Moriarty may have been inspired in part by two real-world mathematicians. If the characterisations of Moriarty's academic papers are reversed, they describe real mathematical events. Carl Friedrich Gauss wrote a famous paper on the dynamics of an asteroid in his early 20s, and was appointed to a chair partly on the strength of this result. Srinivasa Ramanujan wrote about generalisations of the binomial theorem, and earned a reputation as a genius by writing articles that confounded the best extant mathematicians. Gauss's story was well known in Doyle's time, and Ramanujan's story unfolded at Cambridge from early 1913 to mid 1914; The Valley of Fear, which contains the comment about maths so abstruse that no one could criticise it, was published in September 1914. Irish mathematician Des MacHale has suggested George Boole may have been a model for Moriarty.

Jane Stanford, in That Irishman, suggests that Doyle borrowed some of the traits and background of the Fenian John O'Connor Power for his portrayal of Moriarty. In Moriarty Unmasked: Conan Doyle and an Anglo-Irish Quarrel, 2017, Stanford explores Doyle's relationship with the Irish literary and political community in London. She suggests that Moriarty, Ireland's Napoleon, represents the Fenian threat at the heart of the British Empire. O'Connor Power studied at St Jarlath's Diocesan College in Tuam, County Galway. In his third and last year he was Professor of Humanities. As an ex-professor, the Fenian leader successfully made a bid for a Westminster seat in County Mayo.
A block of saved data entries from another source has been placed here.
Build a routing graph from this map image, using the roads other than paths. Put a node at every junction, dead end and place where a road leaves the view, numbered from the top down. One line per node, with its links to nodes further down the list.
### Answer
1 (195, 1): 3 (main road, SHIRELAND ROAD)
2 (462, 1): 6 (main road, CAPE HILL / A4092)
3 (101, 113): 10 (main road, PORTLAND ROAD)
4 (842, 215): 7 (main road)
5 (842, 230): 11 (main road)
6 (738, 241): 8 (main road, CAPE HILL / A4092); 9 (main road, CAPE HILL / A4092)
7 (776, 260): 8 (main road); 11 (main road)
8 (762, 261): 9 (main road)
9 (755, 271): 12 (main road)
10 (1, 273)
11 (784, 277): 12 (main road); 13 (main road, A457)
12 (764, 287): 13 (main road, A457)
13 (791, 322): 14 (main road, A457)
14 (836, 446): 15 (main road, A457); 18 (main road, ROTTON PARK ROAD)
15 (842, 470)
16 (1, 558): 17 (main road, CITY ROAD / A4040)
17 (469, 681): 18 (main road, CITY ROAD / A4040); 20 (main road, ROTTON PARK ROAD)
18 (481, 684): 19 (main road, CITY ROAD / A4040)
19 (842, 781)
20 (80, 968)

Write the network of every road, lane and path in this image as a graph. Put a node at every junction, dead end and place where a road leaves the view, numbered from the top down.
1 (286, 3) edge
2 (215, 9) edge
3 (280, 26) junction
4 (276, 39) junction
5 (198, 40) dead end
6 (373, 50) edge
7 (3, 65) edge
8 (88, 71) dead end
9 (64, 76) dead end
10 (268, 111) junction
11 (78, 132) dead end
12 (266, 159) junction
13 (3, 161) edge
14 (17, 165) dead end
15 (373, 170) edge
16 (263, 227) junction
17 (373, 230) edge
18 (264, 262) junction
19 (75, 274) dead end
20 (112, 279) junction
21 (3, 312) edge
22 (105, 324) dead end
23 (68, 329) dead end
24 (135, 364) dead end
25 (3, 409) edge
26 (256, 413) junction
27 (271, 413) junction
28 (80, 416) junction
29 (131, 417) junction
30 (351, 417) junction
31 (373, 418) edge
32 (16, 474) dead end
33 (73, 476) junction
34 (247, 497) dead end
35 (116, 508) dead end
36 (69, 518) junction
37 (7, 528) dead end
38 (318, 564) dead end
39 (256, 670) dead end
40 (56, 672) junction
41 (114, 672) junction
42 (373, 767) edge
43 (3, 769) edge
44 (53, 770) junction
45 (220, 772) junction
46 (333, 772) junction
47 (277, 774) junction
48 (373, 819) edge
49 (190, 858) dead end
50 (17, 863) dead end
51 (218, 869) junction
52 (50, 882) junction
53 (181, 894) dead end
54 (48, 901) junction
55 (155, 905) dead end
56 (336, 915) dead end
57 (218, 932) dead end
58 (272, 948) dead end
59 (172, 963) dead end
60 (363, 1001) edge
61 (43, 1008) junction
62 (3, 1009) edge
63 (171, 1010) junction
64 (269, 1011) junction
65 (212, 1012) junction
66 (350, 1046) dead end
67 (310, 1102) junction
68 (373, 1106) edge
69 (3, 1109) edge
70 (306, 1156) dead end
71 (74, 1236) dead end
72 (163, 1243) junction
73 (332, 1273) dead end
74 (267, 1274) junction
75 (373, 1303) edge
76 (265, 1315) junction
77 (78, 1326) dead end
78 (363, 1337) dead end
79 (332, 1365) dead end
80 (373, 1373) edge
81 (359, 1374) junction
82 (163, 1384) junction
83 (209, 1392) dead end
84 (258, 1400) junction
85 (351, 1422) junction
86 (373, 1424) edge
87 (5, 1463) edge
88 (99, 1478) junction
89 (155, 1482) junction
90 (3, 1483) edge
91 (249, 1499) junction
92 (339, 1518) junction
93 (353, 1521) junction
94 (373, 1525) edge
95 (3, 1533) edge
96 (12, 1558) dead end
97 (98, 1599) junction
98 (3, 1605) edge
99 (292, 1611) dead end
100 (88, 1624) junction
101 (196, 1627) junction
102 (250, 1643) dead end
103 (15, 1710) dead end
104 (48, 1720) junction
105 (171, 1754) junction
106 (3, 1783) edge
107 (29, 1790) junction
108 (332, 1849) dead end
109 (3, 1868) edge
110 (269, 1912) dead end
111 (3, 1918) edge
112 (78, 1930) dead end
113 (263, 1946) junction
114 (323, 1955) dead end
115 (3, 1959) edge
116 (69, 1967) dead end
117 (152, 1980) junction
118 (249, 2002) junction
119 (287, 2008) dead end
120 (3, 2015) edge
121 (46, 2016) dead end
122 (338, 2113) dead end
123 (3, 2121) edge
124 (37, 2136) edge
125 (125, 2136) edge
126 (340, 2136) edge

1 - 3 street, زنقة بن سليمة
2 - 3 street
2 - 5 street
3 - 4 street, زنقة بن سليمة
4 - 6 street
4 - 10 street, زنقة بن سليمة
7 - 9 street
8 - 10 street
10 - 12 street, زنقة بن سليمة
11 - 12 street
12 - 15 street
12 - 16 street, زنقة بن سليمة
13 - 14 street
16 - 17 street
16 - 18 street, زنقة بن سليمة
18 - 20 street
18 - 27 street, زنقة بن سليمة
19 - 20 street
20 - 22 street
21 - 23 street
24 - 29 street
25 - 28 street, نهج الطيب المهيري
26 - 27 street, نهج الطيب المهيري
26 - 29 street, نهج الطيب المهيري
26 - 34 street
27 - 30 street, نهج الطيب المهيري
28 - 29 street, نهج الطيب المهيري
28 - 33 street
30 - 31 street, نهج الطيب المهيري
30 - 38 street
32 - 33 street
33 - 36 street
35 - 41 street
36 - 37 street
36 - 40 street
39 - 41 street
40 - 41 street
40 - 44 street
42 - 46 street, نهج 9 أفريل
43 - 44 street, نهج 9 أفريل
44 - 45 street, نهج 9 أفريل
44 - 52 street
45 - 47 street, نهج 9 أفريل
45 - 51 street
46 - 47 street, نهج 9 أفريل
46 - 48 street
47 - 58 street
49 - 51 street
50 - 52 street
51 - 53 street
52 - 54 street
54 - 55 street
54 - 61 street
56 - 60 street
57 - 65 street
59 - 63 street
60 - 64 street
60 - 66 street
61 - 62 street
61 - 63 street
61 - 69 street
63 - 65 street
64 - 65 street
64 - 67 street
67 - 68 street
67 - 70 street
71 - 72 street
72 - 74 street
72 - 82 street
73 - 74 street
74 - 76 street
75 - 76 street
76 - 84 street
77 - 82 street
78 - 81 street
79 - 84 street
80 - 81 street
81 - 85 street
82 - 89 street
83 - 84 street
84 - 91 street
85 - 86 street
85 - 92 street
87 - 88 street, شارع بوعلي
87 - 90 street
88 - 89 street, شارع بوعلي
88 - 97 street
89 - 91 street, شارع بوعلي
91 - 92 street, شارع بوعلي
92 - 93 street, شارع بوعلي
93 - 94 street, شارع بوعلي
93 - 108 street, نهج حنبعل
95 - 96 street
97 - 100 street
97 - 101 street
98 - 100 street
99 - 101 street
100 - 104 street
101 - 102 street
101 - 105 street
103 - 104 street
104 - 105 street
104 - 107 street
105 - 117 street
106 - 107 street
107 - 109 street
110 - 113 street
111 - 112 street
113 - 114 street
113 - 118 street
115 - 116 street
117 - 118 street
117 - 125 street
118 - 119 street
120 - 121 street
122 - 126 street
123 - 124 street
It is averred that surviving Jesuit priests at the preparatory school Hodder Place, Stonyhurst, instantly recognised the physical description of Moriarty as that of the Rev. Thomas Kay, SJ, Prefect of Discipline, under whose authority Doyle fell as a wayward pupil. According to this hypothesis, Doyle as a private joke has Inspector MacDonald describe Moriarty: "He'd have made a grand meenister with his thin face and grey hair and his solemn-like way of talking."

The model which Doyle himself cited (through Sherlock Holmes) in The Valley of Fear is the London arch-criminal of the 18th century, Jonathan Wild. He mentions this when seeking to compare Moriarty to a real-world character that Inspector Alec MacDonald might know, but it is in vain as MacDonald is not so well read as Holmes.

==Legacy==

T. S. Eliot's character Macavity the Mystery Cat is based on Moriarty. Author Timothy Zahn's fictional Star Wars warlord Nuso Esva is also based on the professor; in fact, if each consonant and vowel of the character's name is replaced with the consonants and vowels before them in the Latin alphabet, "Nuso Esva" becomes "Moriarty."

A Sherlockian society was formed by noted Sherlockian John Bennett Shaw called "The Brothers Three of Moriarty", in honour of Professor Moriarty and his two brothers. The group held annual dinners in Moriarty, New Mexico.

The action film The League of Extraordinary Gentlemen (2003) has a character named "M", later known as Moriarty.

The character also inspired a manga series called Moriarty the Patriot (2016), a retelling of Sherlock Holmes where there are three brothers, all named James Moriarty, who embody Holmes' nemesis.